● Stored records:
⁂

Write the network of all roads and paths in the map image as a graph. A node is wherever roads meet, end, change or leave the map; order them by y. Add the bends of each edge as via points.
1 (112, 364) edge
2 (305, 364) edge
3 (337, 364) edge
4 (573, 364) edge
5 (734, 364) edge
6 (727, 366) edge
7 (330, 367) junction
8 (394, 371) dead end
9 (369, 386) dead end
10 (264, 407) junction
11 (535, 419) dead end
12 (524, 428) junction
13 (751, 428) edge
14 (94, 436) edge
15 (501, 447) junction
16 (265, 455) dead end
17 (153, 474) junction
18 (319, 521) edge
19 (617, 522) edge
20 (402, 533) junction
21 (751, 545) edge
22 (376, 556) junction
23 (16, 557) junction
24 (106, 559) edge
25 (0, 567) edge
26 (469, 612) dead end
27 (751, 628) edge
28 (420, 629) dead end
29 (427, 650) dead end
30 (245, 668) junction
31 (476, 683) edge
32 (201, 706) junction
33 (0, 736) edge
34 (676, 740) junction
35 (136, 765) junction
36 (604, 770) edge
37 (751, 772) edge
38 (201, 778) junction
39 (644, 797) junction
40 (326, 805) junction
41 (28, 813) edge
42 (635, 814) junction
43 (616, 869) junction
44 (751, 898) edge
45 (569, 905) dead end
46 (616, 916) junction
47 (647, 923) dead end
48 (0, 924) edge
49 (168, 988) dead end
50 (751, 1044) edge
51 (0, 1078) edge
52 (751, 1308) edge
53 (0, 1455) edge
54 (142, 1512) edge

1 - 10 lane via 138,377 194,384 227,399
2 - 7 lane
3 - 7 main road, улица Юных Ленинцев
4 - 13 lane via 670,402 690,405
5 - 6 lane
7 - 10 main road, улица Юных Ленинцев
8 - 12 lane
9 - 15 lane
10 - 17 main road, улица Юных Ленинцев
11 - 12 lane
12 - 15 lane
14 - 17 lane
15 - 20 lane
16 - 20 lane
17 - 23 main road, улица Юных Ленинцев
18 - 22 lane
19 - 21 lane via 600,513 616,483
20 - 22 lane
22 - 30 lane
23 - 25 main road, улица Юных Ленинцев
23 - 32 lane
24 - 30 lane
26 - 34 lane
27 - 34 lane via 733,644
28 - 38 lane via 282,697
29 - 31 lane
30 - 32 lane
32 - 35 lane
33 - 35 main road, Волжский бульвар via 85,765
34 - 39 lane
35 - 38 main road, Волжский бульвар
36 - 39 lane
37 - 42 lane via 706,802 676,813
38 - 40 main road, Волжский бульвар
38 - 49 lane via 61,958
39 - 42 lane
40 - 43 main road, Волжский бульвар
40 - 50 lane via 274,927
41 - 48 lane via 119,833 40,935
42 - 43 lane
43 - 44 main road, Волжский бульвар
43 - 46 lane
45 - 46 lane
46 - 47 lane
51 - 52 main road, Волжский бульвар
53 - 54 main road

⁂

Among the entries, find each line that includes the string "Юных" and copy it.

3 - 7 main road, улица Юных Ленинцев
7 - 10 main road, улица Юных Ленинцев
10 - 17 main road, улица Юных Ленинцев
17 - 23 main road, улица Юных Ленинцев
23 - 25 main road, улица Юных Ленинцев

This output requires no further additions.